You have trained at a high level of intensity and shorter 5km to 10km runs both on a treadmill; but no longer runs.
You have trained a high volume of running at an easy pace on ice and snow, and indoor cross training; but no speed or tempo runs.
You are building your fitness in a hurry, training diminished over the holidays and have not run high mileage or higher intensity.
In the past I wrote about a tapering strategy depending on your training volume (weekly mileage) leading up to the race (https://forerunners.ca/tapering-for-the-first-half/). This article is about the kind of workouts to complete. Here are a few training options to consider as race day draws near:
Improve Aerobic Base
It was snowing and you missed long runs and may have lost fitness. There is enough time in the schedule leading up to the race to run two longer distance workouts of 15km or more. Our run clinic will complete 19km three weeks before the half marathon as our longest workout; then taper with 15km workouts leading up to race week.
Improve Race Pace
You were able to complete long runs in the ice and snow but at a slower pace and have lost race pace fitness. Add race pace tempo workouts to your training. If you only run long easy runs and shorter speed workouts you will not have practiced race pace which is entirely different. Two more tempo workouts leading up to the race will help. Run a 15 minute warm-up then run 4 x 10 minutes at half marathon pace with a 5 minute jog recovery. This workout will provide you with experience at running your race pace. Another suggested tempo workout is to run 5km to 7km easy pace plus the final 5km to 7km at half marathon race pace. This workout will help you maintain a more even pace during the race.
Improve VO2 Max
High intensity intervals can boost your VO2 Max and shave time off of your race.
Sample workouts include:
10 x 2 minutes at 5km to 10km pace with 1 minute walk/jog recovery
6 x 3 minutes at 5km to 10km pace with 2 minute walk/jog recovery
4 x 5 minutes at 10km pace with 3 minute walk/jog recovery plus 2 x 2 minutes at 5km pace with 2 minute walk/jog recovery plus 2 x 1 minute at 3 km pace with 1 minute walk/jog recovery
There is sufficient time to run two VO2 Max workouts within 3 weeks before the race.
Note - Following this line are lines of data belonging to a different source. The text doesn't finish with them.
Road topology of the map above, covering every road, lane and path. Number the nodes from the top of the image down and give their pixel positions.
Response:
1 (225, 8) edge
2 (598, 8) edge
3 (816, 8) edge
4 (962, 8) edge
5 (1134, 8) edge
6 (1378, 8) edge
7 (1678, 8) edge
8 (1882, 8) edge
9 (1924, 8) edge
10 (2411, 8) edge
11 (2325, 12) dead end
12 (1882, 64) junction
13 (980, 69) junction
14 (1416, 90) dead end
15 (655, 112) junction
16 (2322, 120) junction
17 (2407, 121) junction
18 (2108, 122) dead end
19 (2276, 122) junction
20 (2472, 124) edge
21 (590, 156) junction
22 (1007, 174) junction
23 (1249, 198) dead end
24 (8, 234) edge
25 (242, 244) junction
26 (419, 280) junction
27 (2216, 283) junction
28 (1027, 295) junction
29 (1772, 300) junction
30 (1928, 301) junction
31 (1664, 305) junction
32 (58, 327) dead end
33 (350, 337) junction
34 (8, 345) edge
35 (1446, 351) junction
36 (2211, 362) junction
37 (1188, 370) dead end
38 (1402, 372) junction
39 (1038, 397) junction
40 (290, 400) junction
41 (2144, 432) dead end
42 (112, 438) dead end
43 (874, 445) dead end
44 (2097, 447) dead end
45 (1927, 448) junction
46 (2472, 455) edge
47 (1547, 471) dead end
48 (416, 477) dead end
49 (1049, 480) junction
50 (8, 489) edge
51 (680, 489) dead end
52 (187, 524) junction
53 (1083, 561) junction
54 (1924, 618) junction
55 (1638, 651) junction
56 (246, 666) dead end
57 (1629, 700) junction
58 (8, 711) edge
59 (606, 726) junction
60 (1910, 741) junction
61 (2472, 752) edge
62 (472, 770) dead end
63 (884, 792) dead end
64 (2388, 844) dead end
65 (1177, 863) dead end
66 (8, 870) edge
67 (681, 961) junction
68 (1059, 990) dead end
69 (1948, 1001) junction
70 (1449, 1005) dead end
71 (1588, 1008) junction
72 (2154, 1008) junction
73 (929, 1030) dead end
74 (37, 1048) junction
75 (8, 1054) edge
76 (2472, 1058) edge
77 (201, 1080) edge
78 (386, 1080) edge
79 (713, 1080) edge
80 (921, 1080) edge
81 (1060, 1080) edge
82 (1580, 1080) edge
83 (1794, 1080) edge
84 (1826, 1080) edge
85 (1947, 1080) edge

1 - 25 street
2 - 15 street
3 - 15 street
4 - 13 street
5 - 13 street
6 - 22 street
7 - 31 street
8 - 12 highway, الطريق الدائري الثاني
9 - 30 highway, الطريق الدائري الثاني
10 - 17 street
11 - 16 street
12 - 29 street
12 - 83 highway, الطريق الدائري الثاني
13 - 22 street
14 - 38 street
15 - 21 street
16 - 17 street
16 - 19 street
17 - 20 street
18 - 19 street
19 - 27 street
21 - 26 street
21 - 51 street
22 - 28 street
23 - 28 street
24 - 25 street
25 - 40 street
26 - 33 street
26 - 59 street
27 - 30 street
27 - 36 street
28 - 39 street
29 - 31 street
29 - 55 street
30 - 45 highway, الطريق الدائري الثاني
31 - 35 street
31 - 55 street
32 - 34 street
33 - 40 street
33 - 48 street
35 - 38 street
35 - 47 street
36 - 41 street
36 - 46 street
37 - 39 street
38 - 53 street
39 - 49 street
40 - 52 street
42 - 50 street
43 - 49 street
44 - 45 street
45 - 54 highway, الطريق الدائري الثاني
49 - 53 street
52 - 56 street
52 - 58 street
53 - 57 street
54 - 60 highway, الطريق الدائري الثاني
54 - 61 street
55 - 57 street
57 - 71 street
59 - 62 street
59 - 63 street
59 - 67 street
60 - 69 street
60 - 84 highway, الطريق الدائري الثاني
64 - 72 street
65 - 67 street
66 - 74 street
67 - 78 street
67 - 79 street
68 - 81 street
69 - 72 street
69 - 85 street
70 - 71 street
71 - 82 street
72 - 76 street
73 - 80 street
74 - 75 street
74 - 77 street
Depending on how you have been training will determine the mix of workouts to add. With the ice and snow melted you should be able to run three key workouts per week. One tempo workout, one speed workout and one long run. There is plenty of time to improve your fitness including aerobic base; race pace and VO2 max. The final week you can taper back on the long run and run a shorter tempo workout and easier speed workout. All the best with your workouts and on race day!